11-year-old Ukraine boy among 25 killed in Russian attack
The body of an 11-year-old boy was pulled from the rubble of his family’s home after Russian missiles struck a residential area and a train station in eastern Ukraine, killing at least 25 people, as the country warily celebrated its independence day.
A resident named Sergiy said the attack on the town of Chaplyne on Wednesday killed his 11-year-old son.
“We looked for him there in the ruins, and he was lying here. Nobody knew that he was here. Nobody knew,” the distraught father said as he crouched, bare-chested, next to his child’s body wrapped in blankets lying amid the ruins of their home.

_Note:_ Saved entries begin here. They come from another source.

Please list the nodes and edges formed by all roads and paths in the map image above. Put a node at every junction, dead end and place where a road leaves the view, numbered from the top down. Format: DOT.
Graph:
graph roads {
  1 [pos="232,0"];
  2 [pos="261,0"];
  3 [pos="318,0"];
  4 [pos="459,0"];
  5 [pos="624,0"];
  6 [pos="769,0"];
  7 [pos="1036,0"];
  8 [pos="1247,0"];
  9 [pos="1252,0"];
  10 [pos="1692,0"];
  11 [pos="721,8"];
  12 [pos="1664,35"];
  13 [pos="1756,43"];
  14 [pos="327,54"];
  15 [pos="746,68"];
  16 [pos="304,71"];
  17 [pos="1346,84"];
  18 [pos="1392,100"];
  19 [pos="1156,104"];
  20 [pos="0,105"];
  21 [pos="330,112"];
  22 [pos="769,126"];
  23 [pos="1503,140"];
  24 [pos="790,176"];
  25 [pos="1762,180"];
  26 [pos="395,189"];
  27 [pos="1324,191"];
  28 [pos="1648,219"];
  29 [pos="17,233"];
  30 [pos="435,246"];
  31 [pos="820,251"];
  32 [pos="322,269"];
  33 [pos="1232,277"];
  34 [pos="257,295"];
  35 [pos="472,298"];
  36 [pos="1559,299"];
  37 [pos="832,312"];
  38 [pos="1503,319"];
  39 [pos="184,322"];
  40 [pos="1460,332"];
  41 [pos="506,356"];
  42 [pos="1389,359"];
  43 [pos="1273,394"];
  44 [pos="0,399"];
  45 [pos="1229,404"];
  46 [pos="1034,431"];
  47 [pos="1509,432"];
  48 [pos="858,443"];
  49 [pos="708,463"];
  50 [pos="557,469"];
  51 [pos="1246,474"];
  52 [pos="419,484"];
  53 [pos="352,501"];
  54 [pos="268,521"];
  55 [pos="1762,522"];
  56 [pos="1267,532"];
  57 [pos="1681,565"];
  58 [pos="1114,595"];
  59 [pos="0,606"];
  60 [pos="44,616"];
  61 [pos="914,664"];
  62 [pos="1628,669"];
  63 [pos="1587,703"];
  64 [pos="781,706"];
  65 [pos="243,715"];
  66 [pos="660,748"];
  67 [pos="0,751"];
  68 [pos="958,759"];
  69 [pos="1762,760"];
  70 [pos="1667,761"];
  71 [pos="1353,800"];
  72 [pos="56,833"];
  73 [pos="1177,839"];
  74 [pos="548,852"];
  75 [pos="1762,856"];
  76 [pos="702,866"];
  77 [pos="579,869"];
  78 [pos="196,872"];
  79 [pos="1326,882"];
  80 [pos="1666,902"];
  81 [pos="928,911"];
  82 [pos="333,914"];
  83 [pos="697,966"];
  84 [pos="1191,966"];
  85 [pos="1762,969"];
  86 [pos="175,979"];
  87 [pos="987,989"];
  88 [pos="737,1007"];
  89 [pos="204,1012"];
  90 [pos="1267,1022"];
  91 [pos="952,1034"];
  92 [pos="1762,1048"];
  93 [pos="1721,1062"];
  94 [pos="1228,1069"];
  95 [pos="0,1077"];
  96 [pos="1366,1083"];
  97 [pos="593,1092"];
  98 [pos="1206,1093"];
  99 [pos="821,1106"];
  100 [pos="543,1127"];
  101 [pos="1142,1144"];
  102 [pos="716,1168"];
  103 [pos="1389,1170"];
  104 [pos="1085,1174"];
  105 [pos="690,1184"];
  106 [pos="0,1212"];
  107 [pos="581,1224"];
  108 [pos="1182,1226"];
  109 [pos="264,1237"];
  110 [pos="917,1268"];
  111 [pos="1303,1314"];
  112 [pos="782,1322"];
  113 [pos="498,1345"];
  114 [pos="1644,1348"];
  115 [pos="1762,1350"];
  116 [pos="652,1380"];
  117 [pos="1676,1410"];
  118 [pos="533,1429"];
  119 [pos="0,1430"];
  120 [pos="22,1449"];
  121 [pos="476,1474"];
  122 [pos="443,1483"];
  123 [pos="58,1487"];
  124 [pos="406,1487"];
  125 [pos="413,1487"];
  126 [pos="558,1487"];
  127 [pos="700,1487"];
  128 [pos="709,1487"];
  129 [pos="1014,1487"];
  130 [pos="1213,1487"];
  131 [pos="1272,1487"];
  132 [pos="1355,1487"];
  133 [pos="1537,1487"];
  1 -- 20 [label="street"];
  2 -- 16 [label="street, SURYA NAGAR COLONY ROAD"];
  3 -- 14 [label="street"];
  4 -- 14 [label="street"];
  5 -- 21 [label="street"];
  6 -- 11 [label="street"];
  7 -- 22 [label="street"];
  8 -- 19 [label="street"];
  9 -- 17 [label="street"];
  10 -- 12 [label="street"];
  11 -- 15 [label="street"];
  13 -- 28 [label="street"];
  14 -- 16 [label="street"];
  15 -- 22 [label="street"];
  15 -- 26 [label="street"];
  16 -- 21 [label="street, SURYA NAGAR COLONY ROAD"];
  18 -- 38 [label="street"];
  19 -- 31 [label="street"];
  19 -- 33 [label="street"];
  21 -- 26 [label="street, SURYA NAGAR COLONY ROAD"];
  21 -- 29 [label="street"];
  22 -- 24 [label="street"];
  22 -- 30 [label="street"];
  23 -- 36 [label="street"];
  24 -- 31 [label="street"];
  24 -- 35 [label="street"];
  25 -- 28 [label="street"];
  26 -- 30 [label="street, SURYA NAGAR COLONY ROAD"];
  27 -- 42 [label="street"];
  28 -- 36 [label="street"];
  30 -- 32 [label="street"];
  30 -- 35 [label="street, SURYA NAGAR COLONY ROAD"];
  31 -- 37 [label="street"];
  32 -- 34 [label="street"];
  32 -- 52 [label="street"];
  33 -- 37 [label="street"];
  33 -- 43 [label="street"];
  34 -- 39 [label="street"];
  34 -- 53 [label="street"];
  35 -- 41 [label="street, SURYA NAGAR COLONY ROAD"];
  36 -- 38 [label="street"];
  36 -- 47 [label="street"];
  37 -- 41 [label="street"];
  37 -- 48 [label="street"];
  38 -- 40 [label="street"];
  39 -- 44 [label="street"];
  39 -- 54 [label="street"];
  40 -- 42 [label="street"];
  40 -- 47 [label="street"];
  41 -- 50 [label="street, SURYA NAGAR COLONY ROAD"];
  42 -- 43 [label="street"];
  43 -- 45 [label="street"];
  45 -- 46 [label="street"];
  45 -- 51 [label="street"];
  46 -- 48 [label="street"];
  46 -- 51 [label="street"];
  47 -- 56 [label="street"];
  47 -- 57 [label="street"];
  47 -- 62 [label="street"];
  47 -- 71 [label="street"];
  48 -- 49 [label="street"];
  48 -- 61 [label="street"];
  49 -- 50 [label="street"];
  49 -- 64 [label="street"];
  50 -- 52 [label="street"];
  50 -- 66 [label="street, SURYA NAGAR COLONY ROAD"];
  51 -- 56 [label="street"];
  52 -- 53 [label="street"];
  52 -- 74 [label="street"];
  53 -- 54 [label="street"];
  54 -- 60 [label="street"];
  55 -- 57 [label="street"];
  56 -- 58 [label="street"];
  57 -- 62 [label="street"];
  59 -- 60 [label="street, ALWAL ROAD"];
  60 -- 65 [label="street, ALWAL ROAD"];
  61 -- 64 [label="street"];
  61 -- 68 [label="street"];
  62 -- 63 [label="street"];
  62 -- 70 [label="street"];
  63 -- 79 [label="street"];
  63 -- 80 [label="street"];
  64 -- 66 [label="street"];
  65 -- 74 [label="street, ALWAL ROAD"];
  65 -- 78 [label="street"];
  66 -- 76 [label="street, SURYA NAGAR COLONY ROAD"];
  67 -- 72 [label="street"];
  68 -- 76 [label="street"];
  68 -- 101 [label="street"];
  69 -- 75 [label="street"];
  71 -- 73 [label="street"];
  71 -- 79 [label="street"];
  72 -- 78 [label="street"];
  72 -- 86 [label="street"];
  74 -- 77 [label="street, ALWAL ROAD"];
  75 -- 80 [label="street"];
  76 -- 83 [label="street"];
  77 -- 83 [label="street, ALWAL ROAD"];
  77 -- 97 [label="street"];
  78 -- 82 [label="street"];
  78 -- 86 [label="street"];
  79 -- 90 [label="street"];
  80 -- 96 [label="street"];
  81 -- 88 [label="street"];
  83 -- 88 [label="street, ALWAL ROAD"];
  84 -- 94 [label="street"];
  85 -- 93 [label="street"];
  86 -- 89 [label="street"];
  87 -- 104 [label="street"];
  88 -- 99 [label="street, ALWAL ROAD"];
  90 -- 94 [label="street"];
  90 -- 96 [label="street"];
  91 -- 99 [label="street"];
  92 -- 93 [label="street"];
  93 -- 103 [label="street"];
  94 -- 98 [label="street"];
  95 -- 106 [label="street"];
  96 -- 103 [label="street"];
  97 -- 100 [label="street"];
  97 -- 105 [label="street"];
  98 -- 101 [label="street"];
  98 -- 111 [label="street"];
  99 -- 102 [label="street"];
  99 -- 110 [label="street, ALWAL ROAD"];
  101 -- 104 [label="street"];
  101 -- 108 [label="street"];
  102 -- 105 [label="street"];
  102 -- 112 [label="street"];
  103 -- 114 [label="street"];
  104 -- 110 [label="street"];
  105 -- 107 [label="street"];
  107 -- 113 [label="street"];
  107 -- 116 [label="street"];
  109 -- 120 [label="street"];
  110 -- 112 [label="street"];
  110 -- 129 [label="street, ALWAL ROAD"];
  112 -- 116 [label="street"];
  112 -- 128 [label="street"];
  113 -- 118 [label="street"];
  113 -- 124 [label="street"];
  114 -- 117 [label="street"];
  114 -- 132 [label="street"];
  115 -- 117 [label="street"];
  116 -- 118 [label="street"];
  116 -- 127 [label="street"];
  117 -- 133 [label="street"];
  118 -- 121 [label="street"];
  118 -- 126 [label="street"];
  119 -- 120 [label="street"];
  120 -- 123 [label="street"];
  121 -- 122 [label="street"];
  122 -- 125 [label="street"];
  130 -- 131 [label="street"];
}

A 6-year-old child was also killed when a Russian missile struck the local railway station and set a nearby car on fire.
By Thursday morning, the death toll rose from an initially reported 22 after three more bodies were retrieved in the town of Chaplyne as rescue operations there ended, Ukrainian presidential aide Kyrylo Tymoshenko said.
Tymoshenko confirmed on his Telegram channel that the victims included two children. A further 31 people have been injured, among them a 13-year-old boy.
In a video address to the United Nations Security Council, Ukrainian President Volodymyr Zelensky said rockets hit a train in Chaplyne, some 90 miles west of Russian-occupied Donetsk in eastern Ukraine.
“This is how Russia had prepared for this meeting of the UN Security Council,” Zelensky said.
In its daily briefing on Thursday, Russia’s defense ministry claimed that an Iskander missile had struck a military train at Chaplyne that was set to deliver arms to the frontline in the eastern Donbas region.
Speaking in Uzbekistan, Defence Minister Sergei Shoigu repeated Moscow’s line it had deliberately slowed what it calls a “special military operation” in Ukraine to avoid civilian casualties.
Russia denies targeting civilians. It has also said that rail infrastructure is a legitimate target since it serves to supply Ukraine with Western weapons.
Commenting on the attack, U.S. Secretary of State Antony Blinken said on Twitter: “Russia’s missile strike on a train station full of civilians in Ukraine fits a pattern of atrocities. We will continue, together with partners from around the world, to stand with Ukraine and seek accountability for Russian officials.”
The attacks came as Ukrainians were celebrating their nation’s 31st Independence Day. The day also marked six months since Russian forces invaded Ukraine, and tensions were running high after Zelensky had warned of the risk of “repugnant Russian provocations.”
Air raid sirens blared at least seven times in Kyiv during the day, though there were no attacks. Ukrainian authorities said air raid alerts were sounded 189 times across the country on Wednesday, more than at any other time during the war.